Forum Stats

  • 3,780,535 Users
  • 2,254,407 Discussions
  • 7,879,374 Comments

Discussions

What is the optimal way for reading the huge data from oracle DB?

User_CK8A6
User_CK8A6 Member Posts: 5 Green Ribbon

In our production DB, there are txn tables that have more than 500 million records. I am trying to read those records into python pandas data frame using pandas.read_sql and also tried with pandas.read_sql_query. But these options are very slow. Can you suggest any optimal way to do this task. This required to do the data processing.


Thanks,

Manoj Kumar

Tagged:

Answers

  • BluShadow
    BluShadow Member, Moderator Posts: 41,609 Red Diamond

    Define "very slow".

    How big are the "records"? Are they being queried directly on the server or is the data being pulled over a network (local network or remote network?) and if so how fast is the network (piece of string? optical fibre). What is the query, is it complex or simple? Does it have conditions around it? Are there appropriate indexes? As 500 million rows is a lot of data, what is considered a reasonable amount of time for querying that? In fact, why query it ALL into another structure/data store anyway? Why not perform whatever reasonable analysis, data processing etc. you want directly on the Oracle database?

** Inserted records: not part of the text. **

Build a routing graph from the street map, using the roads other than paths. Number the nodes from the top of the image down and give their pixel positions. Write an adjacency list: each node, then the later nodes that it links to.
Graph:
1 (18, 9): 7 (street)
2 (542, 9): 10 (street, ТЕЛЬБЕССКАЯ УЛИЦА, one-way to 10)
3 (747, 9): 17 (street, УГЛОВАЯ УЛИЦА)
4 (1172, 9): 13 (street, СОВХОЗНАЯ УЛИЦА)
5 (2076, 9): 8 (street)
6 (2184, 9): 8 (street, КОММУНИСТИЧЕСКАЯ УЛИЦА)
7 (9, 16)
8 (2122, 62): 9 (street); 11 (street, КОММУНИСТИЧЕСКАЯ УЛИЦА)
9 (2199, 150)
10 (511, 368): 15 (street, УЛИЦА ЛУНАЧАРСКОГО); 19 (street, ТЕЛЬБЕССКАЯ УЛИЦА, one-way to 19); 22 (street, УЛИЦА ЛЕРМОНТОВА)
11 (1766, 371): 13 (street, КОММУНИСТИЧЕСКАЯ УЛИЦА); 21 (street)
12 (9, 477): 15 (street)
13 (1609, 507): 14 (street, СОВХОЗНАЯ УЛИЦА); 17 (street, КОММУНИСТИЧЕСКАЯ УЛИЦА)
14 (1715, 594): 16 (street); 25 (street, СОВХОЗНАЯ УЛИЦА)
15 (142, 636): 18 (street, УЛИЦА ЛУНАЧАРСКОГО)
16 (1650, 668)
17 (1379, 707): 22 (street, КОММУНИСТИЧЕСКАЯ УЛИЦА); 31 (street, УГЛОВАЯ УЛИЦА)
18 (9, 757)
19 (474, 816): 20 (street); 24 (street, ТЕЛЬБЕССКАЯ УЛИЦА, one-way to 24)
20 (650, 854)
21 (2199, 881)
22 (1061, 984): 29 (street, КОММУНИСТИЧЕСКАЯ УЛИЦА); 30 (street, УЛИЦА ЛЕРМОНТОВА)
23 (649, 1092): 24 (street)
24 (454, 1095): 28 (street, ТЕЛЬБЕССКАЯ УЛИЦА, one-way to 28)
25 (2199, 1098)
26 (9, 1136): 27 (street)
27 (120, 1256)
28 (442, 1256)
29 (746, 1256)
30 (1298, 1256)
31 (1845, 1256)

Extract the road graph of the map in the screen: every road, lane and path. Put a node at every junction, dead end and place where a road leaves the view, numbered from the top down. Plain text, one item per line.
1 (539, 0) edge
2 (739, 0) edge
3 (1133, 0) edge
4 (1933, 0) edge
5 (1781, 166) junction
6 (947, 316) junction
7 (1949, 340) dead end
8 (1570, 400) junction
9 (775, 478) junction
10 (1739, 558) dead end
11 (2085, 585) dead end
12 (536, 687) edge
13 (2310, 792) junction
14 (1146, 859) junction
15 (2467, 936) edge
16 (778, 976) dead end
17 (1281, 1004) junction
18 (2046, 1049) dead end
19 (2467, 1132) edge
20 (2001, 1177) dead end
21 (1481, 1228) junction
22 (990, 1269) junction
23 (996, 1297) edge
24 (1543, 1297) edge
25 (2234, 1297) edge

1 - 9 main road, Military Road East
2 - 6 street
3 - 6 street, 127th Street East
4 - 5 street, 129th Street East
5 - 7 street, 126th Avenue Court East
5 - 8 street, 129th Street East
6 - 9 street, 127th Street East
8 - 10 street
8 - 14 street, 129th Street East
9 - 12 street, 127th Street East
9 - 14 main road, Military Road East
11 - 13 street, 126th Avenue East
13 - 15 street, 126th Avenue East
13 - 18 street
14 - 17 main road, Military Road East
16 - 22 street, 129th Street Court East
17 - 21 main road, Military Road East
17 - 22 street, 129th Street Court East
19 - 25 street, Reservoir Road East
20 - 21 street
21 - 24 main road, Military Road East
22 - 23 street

    In other words, you need a better explanation of what you're trying to do, why you're doing it, and how you're going about it.

  • User_CK8A6
    User_CK8A6 Member Posts: 5 Green Ribbon

    Hi,

    Records have ONLY 6 columns some numbers and varchar2. This activity is performed on the LAN which 1 GBPS. There is no condition in the query it is just a select * from table. I am trying to create data pipeline or u can say ETL for which I need to read the raw data and then perform some transformation like calculating new columns based on the business logic. and finally move the records in the another oracle DB for the usage of another system. As of now I have stuck at Extract activity as this is taking around 1.3 hours to 2 hours to finish this. So I am thinking is there any better way to do this exercise.


    Thanks,

    manoj kumar

  • User_H3J7U
    User_H3J7U Member Posts: 810 Silver Trophy

    Check statistic via sqlplus:

    set arraysize 1000
    set autotrace traceonly
    set timing on
    <... your query ...>
    


  • Billy Verreynne
    Billy Verreynne Software Engineer Member Posts: 28,638 Red Diamond
    edited May 13, 2021 1:07PM

    Moving/reading/writing lots of data structures (rows) in serial is as fast as the slowest moving part - which typically is reading/writing to spinning rust (disk) or copper (network).

    This speed can be improved by using SSD, faster Ethernet with less jitter and latency, using fewer frames and so on. Usually a limited set of options, with some pretty costly.

    No fault of Oracle. It is directly related to the performance of the h/w and network infrastructure used.

  • Sergei Krasnoslobodtsev
    Sergei Krasnoslobodtsev Member Posts: 495 Silver Badge
    edited May 14, 2021 9:41AM

    Hi.

    According to what you write about, you have a infrastructure problem.

    First of all, you need to determine the sizing(mem,cpu,disks,lan) of your ETL server and update it.

    As for programmatically processing the data stream, the steps to improve performance can be as follows: multithreaded source-sink read / write, configuring driver parameters, and so on.

    You also need to pay attention to the libraries that you use, taking into account your tasks.

    If you are creating an industrial solution(productive,scalable, etc.), then an alternative to a self - written solution can be to use one of the existing ETL tools, based on your tasks.

    N.B. Your problem is complex, and it need to solve it step by step according to the identified problem points.

  • BluShadow
    BluShadow Member, Moderator Posts: 41,609 Red Diamond

    Even consider if you need the etl tool. If you're taking data from one Oracle database, to another, and doing some processing on the way, can that processing be done directly with Oracle itself.... very likely. SQL is a powerful language. That would cut out a middle ETL server and you could query direct from the target Oracle database and have it generate the additional columns etc. as you need.